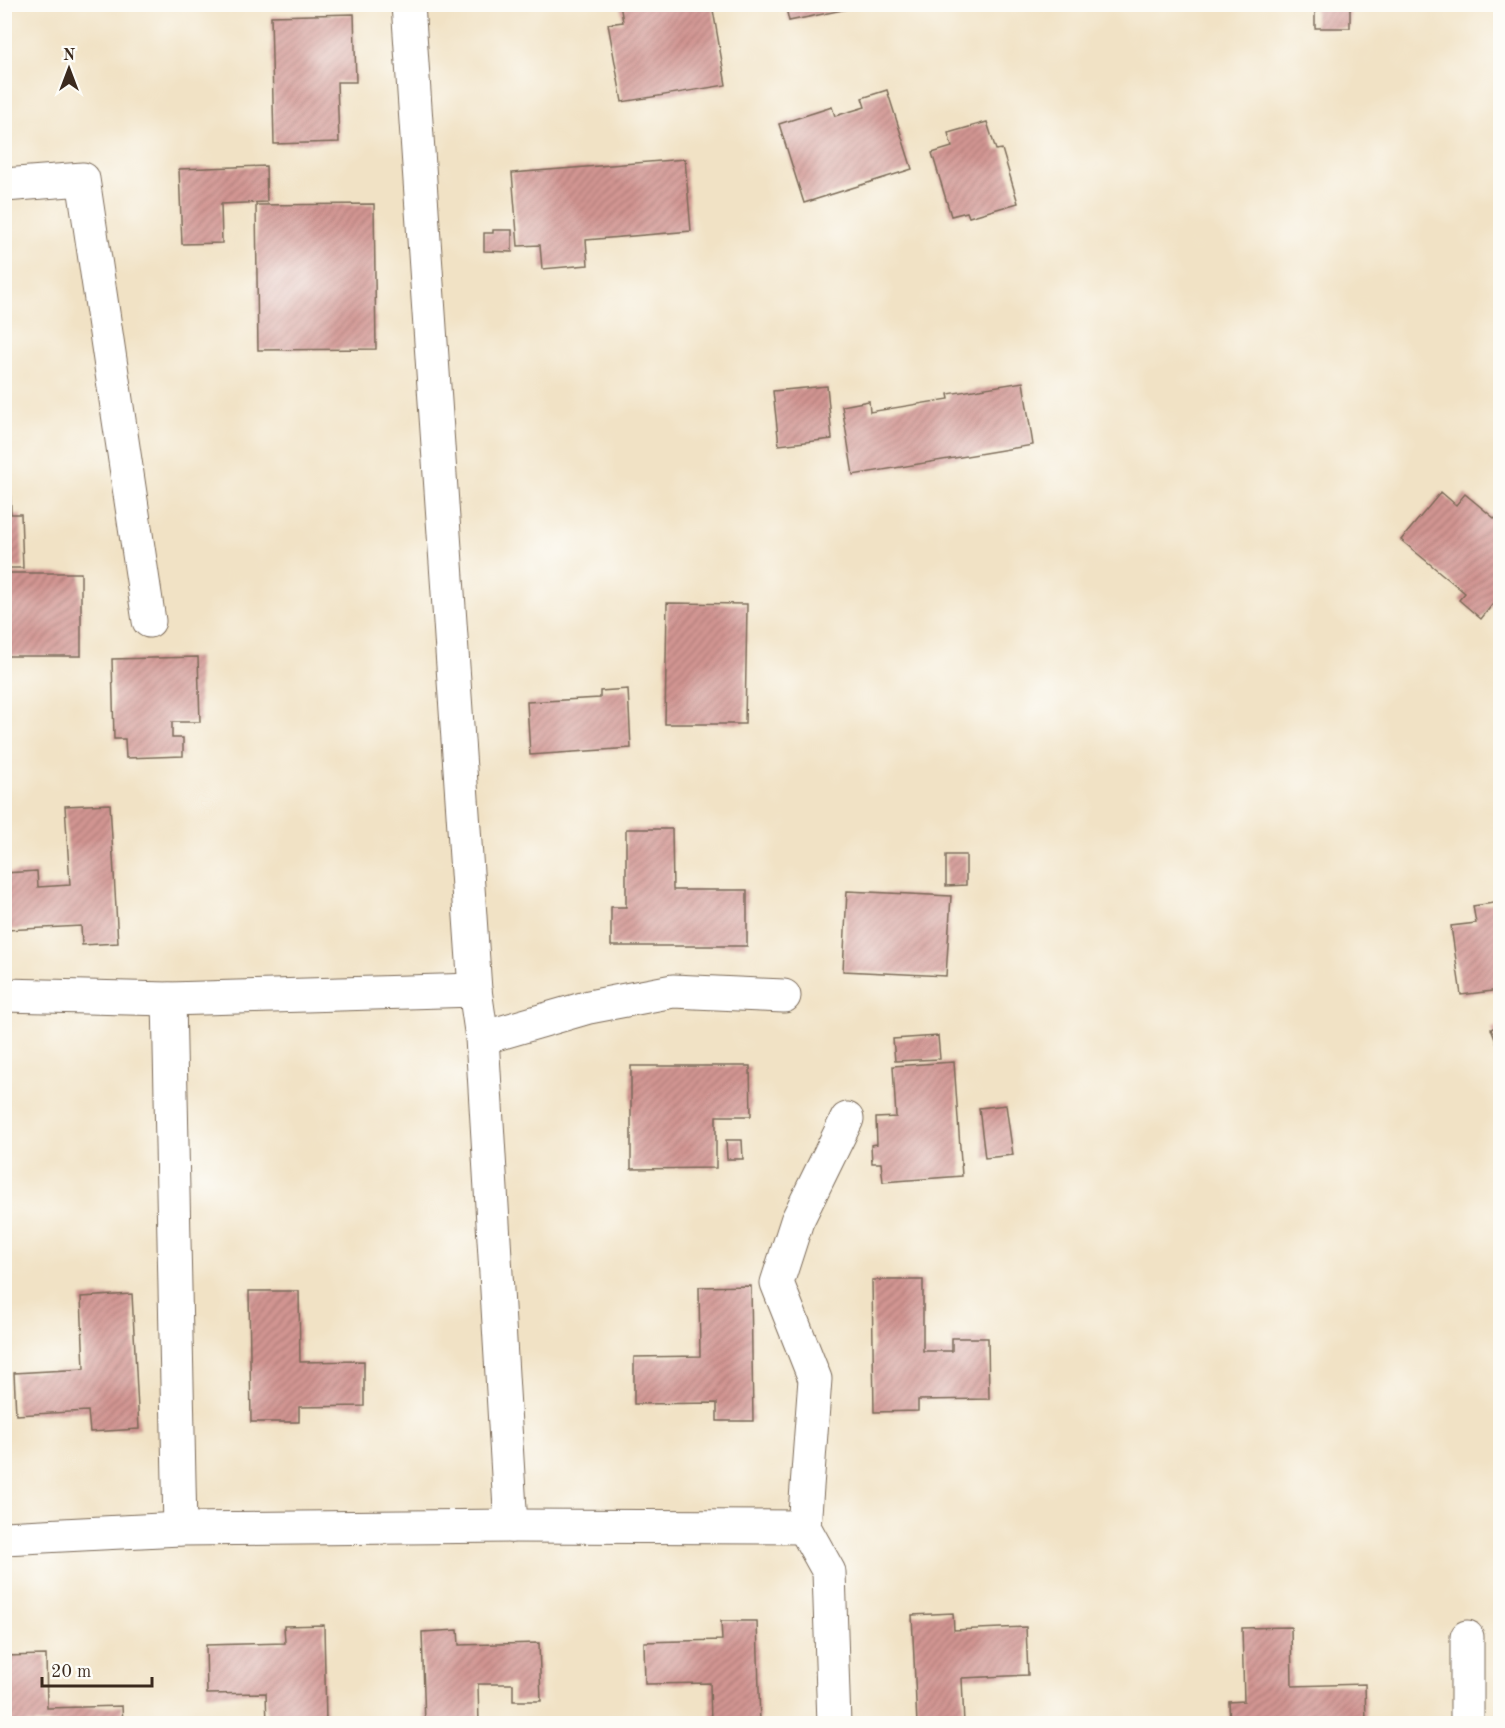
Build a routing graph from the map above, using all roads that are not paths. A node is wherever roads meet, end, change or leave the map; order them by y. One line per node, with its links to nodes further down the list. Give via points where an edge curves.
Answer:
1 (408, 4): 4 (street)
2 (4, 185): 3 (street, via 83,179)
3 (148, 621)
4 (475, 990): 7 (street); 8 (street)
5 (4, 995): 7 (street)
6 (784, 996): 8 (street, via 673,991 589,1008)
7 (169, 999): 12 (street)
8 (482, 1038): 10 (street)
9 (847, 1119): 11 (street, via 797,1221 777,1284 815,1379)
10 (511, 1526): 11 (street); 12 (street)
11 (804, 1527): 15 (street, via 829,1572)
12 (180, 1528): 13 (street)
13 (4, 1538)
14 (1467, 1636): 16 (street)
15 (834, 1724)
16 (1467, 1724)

■ What is needed: Output all the material verbatim, skipping every image.

■ Solution for this problem:
Build a routing graph from the map above, using all roads that are not paths. A node is wherever roads meet, end, change or leave the map; order them by y. One line per node, with its links to nodes further down the list. Give via points where an edge curves.
Answer:
1 (408, 4): 4 (street)
2 (4, 185): 3 (street, via 83,179)
3 (148, 621)
4 (475, 990): 7 (street); 8 (street)
5 (4, 995): 7 (street)
6 (784, 996): 8 (street, via 673,991 589,1008)
7 (169, 999): 12 (street)
8 (482, 1038): 10 (street)
9 (847, 1119): 11 (street, via 797,1221 777,1284 815,1379)
10 (511, 1526): 11 (street); 12 (street)
11 (804, 1527): 15 (street, via 829,1572)
12 (180, 1528): 13 (street)
13 (4, 1538)
14 (1467, 1636): 16 (street)
15 (834, 1724)
16 (1467, 1724)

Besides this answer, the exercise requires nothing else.